• Work instructions
What is needed here is every entry, retyped exactly.

Segment Start: Input material

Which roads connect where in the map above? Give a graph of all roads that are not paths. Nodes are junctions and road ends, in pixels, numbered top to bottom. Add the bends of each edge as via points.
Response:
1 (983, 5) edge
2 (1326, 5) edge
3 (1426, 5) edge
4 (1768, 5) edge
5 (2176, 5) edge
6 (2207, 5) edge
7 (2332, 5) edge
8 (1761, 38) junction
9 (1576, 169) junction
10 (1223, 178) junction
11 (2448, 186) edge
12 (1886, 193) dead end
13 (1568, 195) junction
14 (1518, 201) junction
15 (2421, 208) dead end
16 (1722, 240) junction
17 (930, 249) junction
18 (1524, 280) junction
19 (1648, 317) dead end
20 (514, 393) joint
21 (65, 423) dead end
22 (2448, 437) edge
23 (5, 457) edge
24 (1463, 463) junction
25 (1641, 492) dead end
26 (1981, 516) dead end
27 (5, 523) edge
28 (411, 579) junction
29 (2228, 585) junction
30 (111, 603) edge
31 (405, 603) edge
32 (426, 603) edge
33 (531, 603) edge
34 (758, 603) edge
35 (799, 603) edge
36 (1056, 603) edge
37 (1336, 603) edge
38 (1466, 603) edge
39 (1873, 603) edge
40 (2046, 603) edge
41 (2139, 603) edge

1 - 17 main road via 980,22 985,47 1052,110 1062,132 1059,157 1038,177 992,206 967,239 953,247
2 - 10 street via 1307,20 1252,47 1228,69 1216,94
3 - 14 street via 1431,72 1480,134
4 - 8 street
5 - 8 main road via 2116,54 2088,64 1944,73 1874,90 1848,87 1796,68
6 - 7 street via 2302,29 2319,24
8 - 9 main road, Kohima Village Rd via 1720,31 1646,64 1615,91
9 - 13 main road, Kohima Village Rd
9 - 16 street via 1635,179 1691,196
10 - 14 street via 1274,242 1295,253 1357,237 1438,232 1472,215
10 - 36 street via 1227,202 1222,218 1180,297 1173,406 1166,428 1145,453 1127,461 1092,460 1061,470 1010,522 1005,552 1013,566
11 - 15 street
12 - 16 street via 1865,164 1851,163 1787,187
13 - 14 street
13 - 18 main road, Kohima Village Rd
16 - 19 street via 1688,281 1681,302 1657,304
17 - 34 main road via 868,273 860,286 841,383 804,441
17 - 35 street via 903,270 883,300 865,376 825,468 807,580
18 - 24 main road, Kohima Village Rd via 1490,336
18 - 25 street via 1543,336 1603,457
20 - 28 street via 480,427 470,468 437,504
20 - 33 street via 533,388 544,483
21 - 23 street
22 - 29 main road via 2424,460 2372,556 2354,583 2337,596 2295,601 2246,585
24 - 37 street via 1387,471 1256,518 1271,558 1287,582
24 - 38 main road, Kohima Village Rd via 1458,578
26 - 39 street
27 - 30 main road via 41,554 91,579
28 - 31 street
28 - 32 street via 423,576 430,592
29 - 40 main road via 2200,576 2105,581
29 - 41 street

Segment End: Input material

• Task answer
Which roads connect where in the map above? Give a graph of all roads that are not paths. Nodes are junctions and road ends, in pixels, numbered top to bottom. Add the bends of each edge as via points.
Response:
1 (983, 5) edge
2 (1326, 5) edge
3 (1426, 5) edge
4 (1768, 5) edge
5 (2176, 5) edge
6 (2207, 5) edge
7 (2332, 5) edge
8 (1761, 38) junction
9 (1576, 169) junction
10 (1223, 178) junction
11 (2448, 186) edge
12 (1886, 193) dead end
13 (1568, 195) junction
14 (1518, 201) junction
15 (2421, 208) dead end
16 (1722, 240) junction
17 (930, 249) junction
18 (1524, 280) junction
19 (1648, 317) dead end
20 (514, 393) joint
21 (65, 423) dead end
22 (2448, 437) edge
23 (5, 457) edge
24 (1463, 463) junction
25 (1641, 492) dead end
26 (1981, 516) dead end
27 (5, 523) edge
28 (411, 579) junction
29 (2228, 585) junction
30 (111, 603) edge
31 (405, 603) edge
32 (426, 603) edge
33 (531, 603) edge
34 (758, 603) edge
35 (799, 603) edge
36 (1056, 603) edge
37 (1336, 603) edge
38 (1466, 603) edge
39 (1873, 603) edge
40 (2046, 603) edge
41 (2139, 603) edge

1 - 17 main road via 980,22 985,47 1052,110 1062,132 1059,157 1038,177 992,206 967,239 953,247
2 - 10 street via 1307,20 1252,47 1228,69 1216,94
3 - 14 street via 1431,72 1480,134
4 - 8 street
5 - 8 main road via 2116,54 2088,64 1944,73 1874,90 1848,87 1796,68
6 - 7 street via 2302,29 2319,24
8 - 9 main road, Kohima Village Rd via 1720,31 1646,64 1615,91
9 - 13 main road, Kohima Village Rd
9 - 16 street via 1635,179 1691,196
10 - 14 street via 1274,242 1295,253 1357,237 1438,232 1472,215
10 - 36 street via 1227,202 1222,218 1180,297 1173,406 1166,428 1145,453 1127,461 1092,460 1061,470 1010,522 1005,552 1013,566
11 - 15 street
12 - 16 street via 1865,164 1851,163 1787,187
13 - 14 street
13 - 18 main road, Kohima Village Rd
16 - 19 street via 1688,281 1681,302 1657,304
17 - 34 main road via 868,273 860,286 841,383 804,441
17 - 35 street via 903,270 883,300 865,376 825,468 807,580
18 - 24 main road, Kohima Village Rd via 1490,336
18 - 25 street via 1543,336 1603,457
20 - 28 street via 480,427 470,468 437,504
20 - 33 street via 533,388 544,483
21 - 23 street
22 - 29 main road via 2424,460 2372,556 2354,583 2337,596 2295,601 2246,585
24 - 37 street via 1387,471 1256,518 1271,558 1287,582
24 - 38 main road, Kohima Village Rd via 1458,578
26 - 39 street
27 - 30 main road via 41,554 91,579
28 - 31 street
28 - 32 street via 423,576 430,592
29 - 40 main road via 2200,576 2105,581
29 - 41 street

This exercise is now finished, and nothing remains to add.